Stored data entries:
============

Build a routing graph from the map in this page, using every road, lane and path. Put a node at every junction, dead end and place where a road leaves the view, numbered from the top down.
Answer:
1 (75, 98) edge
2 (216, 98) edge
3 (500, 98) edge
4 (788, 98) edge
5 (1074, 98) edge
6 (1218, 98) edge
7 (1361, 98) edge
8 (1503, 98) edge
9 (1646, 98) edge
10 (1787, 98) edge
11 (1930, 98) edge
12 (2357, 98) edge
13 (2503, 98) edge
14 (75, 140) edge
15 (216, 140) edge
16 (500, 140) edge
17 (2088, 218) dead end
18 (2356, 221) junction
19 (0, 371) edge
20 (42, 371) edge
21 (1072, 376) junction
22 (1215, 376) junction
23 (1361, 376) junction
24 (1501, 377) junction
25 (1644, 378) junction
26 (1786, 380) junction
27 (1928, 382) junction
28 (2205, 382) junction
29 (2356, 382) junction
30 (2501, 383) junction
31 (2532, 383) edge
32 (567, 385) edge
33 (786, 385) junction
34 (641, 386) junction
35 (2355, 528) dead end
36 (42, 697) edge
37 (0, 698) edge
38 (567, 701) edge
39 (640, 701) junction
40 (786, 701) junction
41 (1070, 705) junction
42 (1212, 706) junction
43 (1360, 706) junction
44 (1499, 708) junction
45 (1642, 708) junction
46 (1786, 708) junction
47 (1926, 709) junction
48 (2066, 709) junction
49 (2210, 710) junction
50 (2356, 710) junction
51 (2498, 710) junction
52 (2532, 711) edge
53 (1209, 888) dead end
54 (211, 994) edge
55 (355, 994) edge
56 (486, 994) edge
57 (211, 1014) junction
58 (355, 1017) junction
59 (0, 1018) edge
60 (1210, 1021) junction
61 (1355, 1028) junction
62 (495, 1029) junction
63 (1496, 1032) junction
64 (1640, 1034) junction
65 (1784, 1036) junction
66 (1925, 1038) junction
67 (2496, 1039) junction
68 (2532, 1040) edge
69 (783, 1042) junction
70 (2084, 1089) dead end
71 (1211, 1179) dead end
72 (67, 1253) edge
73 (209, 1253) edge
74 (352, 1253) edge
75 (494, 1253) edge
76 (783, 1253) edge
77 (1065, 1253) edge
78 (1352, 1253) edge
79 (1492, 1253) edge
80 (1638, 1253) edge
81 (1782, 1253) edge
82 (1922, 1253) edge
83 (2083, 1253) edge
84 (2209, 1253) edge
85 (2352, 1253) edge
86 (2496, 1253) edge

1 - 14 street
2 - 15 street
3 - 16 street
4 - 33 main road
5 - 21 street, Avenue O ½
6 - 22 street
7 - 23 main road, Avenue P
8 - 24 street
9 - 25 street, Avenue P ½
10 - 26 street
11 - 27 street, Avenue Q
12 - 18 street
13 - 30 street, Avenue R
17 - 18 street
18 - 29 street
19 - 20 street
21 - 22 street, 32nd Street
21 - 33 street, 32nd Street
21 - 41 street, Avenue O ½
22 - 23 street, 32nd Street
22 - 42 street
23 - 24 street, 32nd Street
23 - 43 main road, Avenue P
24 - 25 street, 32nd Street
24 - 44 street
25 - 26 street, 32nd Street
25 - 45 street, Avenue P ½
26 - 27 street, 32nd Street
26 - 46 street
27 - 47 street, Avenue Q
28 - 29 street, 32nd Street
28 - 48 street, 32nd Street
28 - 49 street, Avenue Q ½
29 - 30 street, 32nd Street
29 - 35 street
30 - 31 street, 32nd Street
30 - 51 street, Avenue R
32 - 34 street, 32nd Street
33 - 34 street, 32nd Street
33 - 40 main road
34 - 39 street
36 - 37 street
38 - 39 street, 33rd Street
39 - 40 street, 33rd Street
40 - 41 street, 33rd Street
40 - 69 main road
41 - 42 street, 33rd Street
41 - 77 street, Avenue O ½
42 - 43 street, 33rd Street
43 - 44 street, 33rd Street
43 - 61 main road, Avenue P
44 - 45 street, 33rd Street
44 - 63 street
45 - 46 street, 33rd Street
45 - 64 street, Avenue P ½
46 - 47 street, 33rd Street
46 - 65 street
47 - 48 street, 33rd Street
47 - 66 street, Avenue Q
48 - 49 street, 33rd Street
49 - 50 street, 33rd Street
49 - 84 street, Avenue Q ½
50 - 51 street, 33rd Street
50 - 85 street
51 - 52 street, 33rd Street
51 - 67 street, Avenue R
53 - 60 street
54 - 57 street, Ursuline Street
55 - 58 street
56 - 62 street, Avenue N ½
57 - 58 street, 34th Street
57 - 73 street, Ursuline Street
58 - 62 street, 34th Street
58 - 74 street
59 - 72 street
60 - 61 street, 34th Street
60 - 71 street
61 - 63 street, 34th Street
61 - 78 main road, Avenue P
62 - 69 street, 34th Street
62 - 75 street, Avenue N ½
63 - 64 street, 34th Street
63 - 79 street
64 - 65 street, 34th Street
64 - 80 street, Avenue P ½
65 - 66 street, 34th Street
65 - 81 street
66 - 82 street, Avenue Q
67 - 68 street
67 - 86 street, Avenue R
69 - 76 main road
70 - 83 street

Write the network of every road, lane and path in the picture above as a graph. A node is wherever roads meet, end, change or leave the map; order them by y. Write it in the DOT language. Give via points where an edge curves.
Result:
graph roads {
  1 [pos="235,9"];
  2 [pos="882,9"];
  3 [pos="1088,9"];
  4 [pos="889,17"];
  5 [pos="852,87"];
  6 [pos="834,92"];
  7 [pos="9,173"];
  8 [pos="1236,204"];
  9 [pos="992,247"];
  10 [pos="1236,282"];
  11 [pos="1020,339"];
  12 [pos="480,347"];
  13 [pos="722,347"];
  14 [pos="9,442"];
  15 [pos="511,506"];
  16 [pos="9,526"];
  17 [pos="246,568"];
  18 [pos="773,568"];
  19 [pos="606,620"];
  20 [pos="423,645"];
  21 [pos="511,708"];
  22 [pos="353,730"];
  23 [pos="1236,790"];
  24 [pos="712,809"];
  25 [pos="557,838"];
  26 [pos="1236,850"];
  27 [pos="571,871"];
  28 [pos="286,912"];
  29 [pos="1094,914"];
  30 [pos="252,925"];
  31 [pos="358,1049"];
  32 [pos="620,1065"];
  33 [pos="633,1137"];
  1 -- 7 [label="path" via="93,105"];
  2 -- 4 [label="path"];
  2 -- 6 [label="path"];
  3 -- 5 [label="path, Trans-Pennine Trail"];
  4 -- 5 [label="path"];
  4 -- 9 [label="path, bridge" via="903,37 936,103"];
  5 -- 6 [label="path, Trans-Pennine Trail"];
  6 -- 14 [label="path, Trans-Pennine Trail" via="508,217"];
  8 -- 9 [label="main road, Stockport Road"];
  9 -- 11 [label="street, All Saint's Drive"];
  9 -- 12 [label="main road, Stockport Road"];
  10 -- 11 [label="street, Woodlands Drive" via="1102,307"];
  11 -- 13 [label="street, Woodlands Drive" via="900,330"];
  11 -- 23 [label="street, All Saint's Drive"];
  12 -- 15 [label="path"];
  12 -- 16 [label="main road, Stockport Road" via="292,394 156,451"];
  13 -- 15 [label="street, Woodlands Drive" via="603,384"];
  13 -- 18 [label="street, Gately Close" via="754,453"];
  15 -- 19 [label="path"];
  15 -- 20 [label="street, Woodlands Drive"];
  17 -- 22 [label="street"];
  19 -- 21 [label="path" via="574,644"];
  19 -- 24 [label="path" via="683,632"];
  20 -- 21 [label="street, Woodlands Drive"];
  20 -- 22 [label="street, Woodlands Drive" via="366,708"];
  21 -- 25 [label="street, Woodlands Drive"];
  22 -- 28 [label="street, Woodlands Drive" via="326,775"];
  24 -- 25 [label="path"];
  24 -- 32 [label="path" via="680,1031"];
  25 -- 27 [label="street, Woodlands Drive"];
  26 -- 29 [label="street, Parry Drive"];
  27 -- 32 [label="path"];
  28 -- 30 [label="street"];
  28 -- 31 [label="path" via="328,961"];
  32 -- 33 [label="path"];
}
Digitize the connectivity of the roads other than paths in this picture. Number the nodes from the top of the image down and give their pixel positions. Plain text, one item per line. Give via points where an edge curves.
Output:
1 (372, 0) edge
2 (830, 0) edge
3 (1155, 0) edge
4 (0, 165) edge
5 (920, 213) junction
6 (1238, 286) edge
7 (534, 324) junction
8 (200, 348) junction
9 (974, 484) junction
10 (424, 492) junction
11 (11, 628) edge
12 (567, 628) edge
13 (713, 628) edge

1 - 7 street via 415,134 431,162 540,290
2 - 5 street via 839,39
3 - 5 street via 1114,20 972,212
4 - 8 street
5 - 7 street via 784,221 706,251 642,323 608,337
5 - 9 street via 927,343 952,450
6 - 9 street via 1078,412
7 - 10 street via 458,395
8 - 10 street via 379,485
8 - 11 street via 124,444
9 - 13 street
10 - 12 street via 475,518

============

Some lines in the records above contain "from". Count them and give the number only.

2